…Он не мог не вспоминать о вокзалах своего детства, потому что там были его «начала», как называла это незнакомая ему девчонка Зина, и какой бы он ни был другой, начала эти всё ещё были в нём и будут, пока он не перестанет существовать.
…Он не мог не вспоминать о вокзалах своего детства, потому что сидел на полке в поезде «Барнаул — Днепропетровск», и была ночь, и в тишине кричали поезда, и фонари за окном кутали свои головы в моросящий туман… В Днепропетровске он не был восемнадцать лет, это был уже совсем другой, заново отстроенный после войны город, и вокзал в этом новом городе был другой, — но ему казалось, что там, вблизи вокзала, всё ещё стоит у окна на пятом этаже мальчик Серёжка и слушает паровозные гудки. И есть там второй Серёжка, который помнит красную лужицу на асфальте и спрыгивает с трамвайной подножки навстречу отцу, человеку с детской улыбкой и чумацкими белыми усами.
…Он не мог не вспоминать вокзалов своего детства, потому что рядом, положив белобрысую голову на столик, заснула девчонка в красной кофте и серой юбке, чем-то похожая и так не похожая на него. Наверное, дело тут не в характере, а во времени, хотя и тогда часы тикали точно так же, и тогда в каждом часе было по шестьдесят минут. Дело наверняка во времени, в военном времени, когда в каждый характер чужеродным телом вошла война… А эта девчонка и родилась-то, наверное, после войны: для неё война — это что-то из книжки, из кино, из школьного учебника истории…
Когда, утомлённые ездой в поезде и автобусе, они пришли в контору, начальник строительства уже был на объекте. Их встретил главный инженер комбината, но химики здесь, пока всего не построили, были не хозяевами, а только «представителями заказчика».
Изыскатели сложили свою ношу на пол: нивелир, теодолит, две треноги, рейку с красными и чёрными делениями, ленту, связку шпилек, похожих на ключи без бородок, огромные ключи от больших городов, рюкзаки и Нюркин узелок.
— Ну и работёнка! — сказал Жора. — Знай таскай на горбе.
Чумак закурил папиросу, спросил у химика:
— Ну, как у вас? Всё ещё ваш строительный бог пьёт водку вёдрами и возводит одни фундаменты, чтобы перевыполнить план?
— Э, батенька, когда это было! Отстали!
Химик, захлёбываясь, стал хвалиться строительством, и озёрами, и людьми, которые поверили в стройку и ещё раньше, когда было плохо, стали селиться вокруг. Он готов был говорить о своей работе с утра до ночи, а Чумак всё слушал и курил; по комнате, не смешиваясь с запахом свежих сосновых досок, плыл едкий дым.

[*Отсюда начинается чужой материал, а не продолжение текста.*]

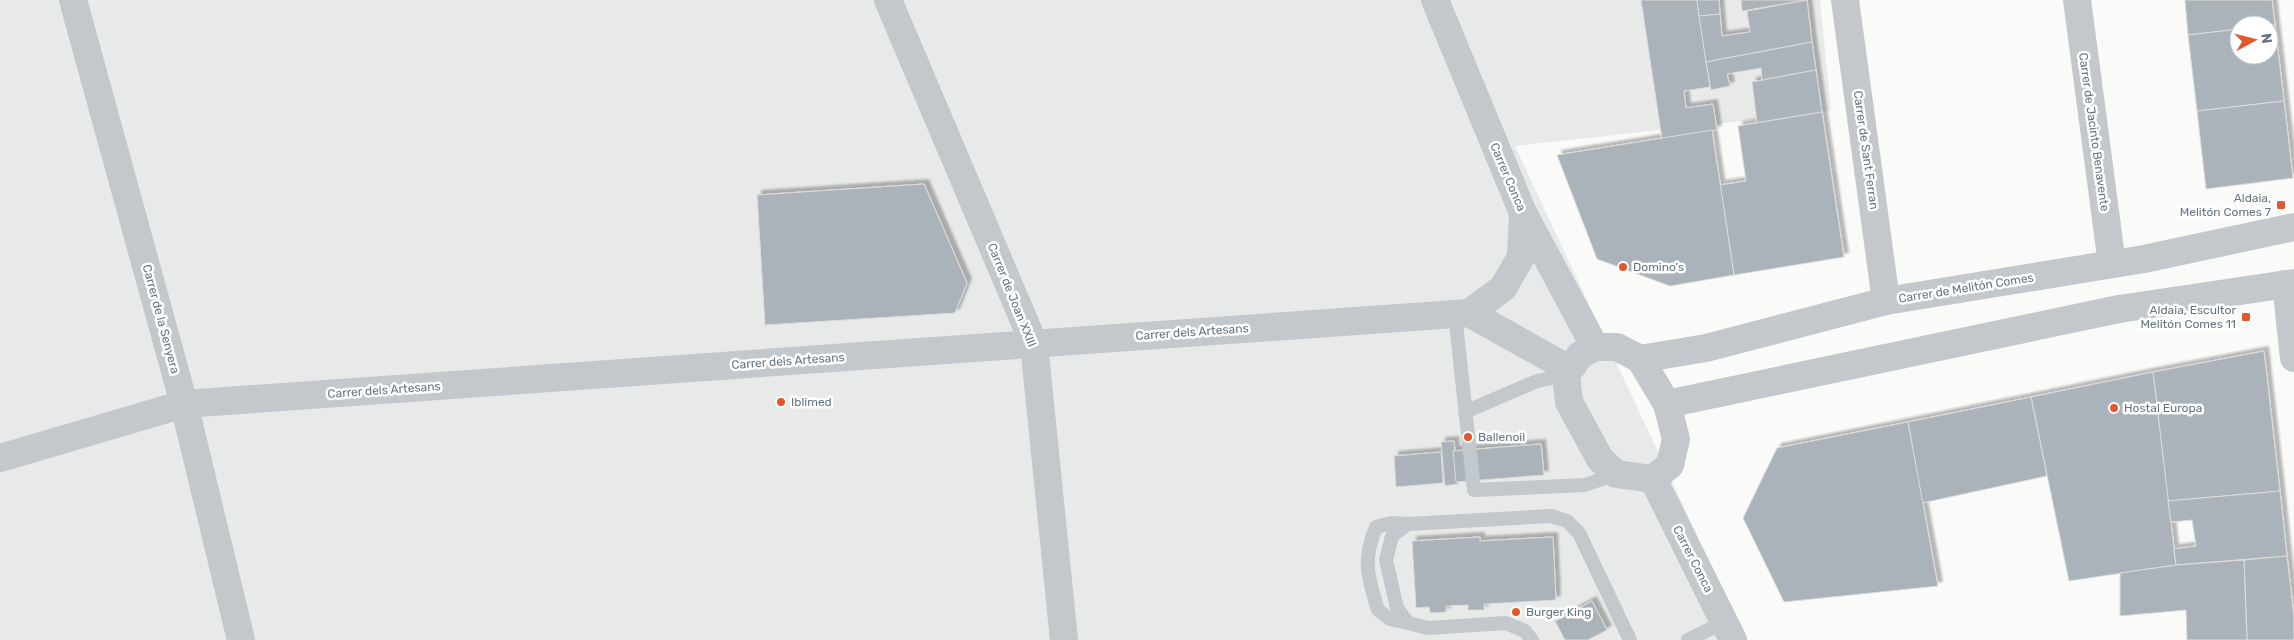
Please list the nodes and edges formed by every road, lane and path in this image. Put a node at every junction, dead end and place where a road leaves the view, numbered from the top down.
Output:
1 (73, 0) edge
2 (888, 0) edge
3 (1435, 0) edge
4 (1845, 0) edge
5 (2077, 0) edge
6 (1523, 213) junction
7 (2294, 227) edge
8 (2112, 264) junction
9 (2290, 284) edge
10 (1886, 301) junction
11 (1462, 313) junction
12 (1034, 344) junction
13 (1595, 347) junction
14 (2294, 358) edge
15 (1640, 359) junction
16 (1568, 372) junction
17 (184, 404) junction
18 (1667, 404) junction
19 (1466, 412) junction
20 (0, 458) edge
21 (1616, 474) junction
22 (1652, 479) junction
23 (1408, 524) junction
24 (1408, 623) junction
25 (1729, 631) edge
26 (241, 640) edge
27 (1064, 640) edge
28 (1532, 640) edge
29 (1630, 640) edge
30 (1688, 640) edge

1 - 17 street, Carrer de la Senyera
2 - 12 street, Carrer de Joan XXIII
3 - 6 street, Carrer Conca
4 - 10 street, Carrer de Sant Ferran
5 - 8 street, Carrer de Jacinto Benavente
6 - 11 street
6 - 13 street, Carrer Conca
7 - 8 street, Carrer de Melitón Comes
8 - 10 street, Carrer de Melitón Comes
9 - 14 street
9 - 18 street
10 - 15 street, Carrer de Melitón Comes
11 - 12 street, Carrer dels Artesans
11 - 16 street
11 - 19 lane
12 - 17 street, Carrer dels Artesans
12 - 27 street, Carrer de Joan XXIII
13 - 15 street
13 - 16 street
15 - 18 street
16 - 19 lane
16 - 21 street
17 - 20 street, Carrer dels Artesans
17 - 26 street, Carrer de la Senyera
18 - 22 street
19 - 21 lane
21 - 22 street
22 - 25 street, Carrer Conca
23 - 24 lane
23 - 24 lane
23 - 29 lane
24 - 28 lane
25 - 30 lane

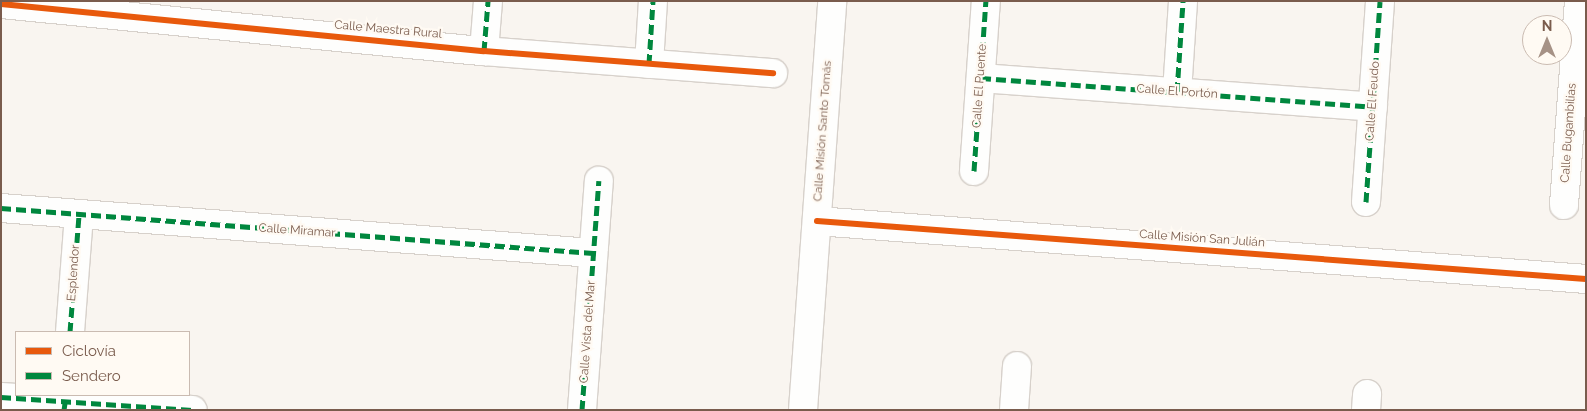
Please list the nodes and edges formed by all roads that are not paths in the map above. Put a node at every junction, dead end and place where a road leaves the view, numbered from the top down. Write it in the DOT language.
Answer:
graph roads {
  1 [pos="488,1"];
  2 [pos="653,1"];
  3 [pos="832,1"];
  4 [pos="986,1"];
  5 [pos="1183,1"];
  6 [pos="1380,1"];
  7 [pos="1579,1"];
  8 [pos="1,4"];
  9 [pos="133,10"];
  10 [pos="484,51"];
  11 [pos="649,64"];
  12 [pos="773,73"];
  13 [pos="981,78"];
  14 [pos="1176,92"];
  15 [pos="1373,107"];
  16 [pos="1578,125"];
  17 [pos="974,171"];
  18 [pos="599,181"];
  19 [pos="1366,202"];
  20 [pos="1564,205"];
  21 [pos="1,208"];
  22 [pos="79,214"];
  23 [pos="817,221"];
  24 [pos="593,253"];
  25 [pos="1586,279"];
  26 [pos="70,331"];
  27 [pos="1017,366"];
  28 [pos="1,397"];
  29 [pos="65,402"];
  30 [pos="193,410"];
  31 [pos="582,410"];
  32 [pos="802,410"];
  33 [pos="1014,410"];
  1 -- 10 [label="street"];
  2 -- 11 [label="street"];
  3 -- 23 [label="street, Calle Misión Santo Tomás"];
  4 -- 13 [label="street, Calle El Puente"];
  5 -- 14 [label="street"];
  6 -- 15 [label="street, Calle El Feudo"];
  7 -- 16 [label="street, Calle Bugambilias"];
  8 -- 9 [label="street, Calle Maestra Rural"];
  9 -- 10 [label="street, Calle Maestra Rural"];
  10 -- 11 [label="street, Calle Maestra Rural"];
  11 -- 12 [label="street, Calle Maestra Rural"];
  13 -- 14 [label="street, Calle El Portón"];
  13 -- 17 [label="street, Calle El Puente"];
  14 -- 15 [label="street, Calle El Portón"];
  15 -- 19 [label="street, Calle El Feudo"];
  16 -- 20 [label="street, Calle Bugambilias"];
  18 -- 24 [label="street, Calle Vista del Mar"];
  21 -- 22 [label="street, Calle Miramar"];
  22 -- 24 [label="street, Calle Miramar"];
  22 -- 26 [label="street, Esplendor"];
  23 -- 25 [label="street, Calle Misión San Julián"];
  23 -- 32 [label="street, Calle Misión Santo Tomás"];
  24 -- 31 [label="street, Calle Vista del Mar"];
  27 -- 33 [label="street"];
  28 -- 29 [label="street"];
  29 -- 30 [label="street"];
}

А Нюрка вдруг вспомнила, что надо бы написать маме письмо, чтобы она не волновалась, если приедет раньше срока, и пошла на почту.
Стояло много каменных домов, некоторые были ещё не достроены, дальше тянулся пустырь с фундаментами, поросшими травой, о которых говорил Чумак, потом опять дома — посёлок. От земли поднимался пар с горьковатым привкусом полыни; видно, и здесь ночью шёл дождь. По дороге трудолюбиво полз бульдозер. Солнце уже припекало, и парень на бульдозере был в одной майке. Виднелось озеро, какое-то воспалённое, обложенное по берегам снегом… то есть, конечно, солью; Нюрке случалось видеть в степи такие озёра, но поменьше. Ей просто нравилось думать, что это снег.
В письме написала маме, что была в лагере вместе с Зиной, что Зина хорошая девочка, что теперь вместе с Зиной она работает на изысканиях. Это не было враньём, она знала, что так и будет. Один листок бумаги остался чистый, и она спрятала его в карман. Справилась у почтовой девушки, не приходила ли сюда Зина. Нет, такой здесь не было.
Вернулась, спросила у химика, где Чумак с Жорой и не поступала ли вчера на работу Зина. Нет, последние дни, насколько ему известно, никто не поступал на работу, а Чумак пошёл к строителям, велел ей подождать возле столовой.
Она ещё для верности сходила в отдел кадров, потом зашла в столовую — позавтракать. Там было пусто. Она села на алюминиевый стул, за алюминиевый столик. Тотчас откуда-то вышла женщина в телогрейке и в тёмном шерстяном платке, села рядом с ней. Когда Нюрка принесла себе еду на подносе, женщина сказала:
— А у меня сына убили…
— Здесь?
— В городе Будапеште.
— Кто его мог там убить?
— В тысяча девятьсот сорок пятом году.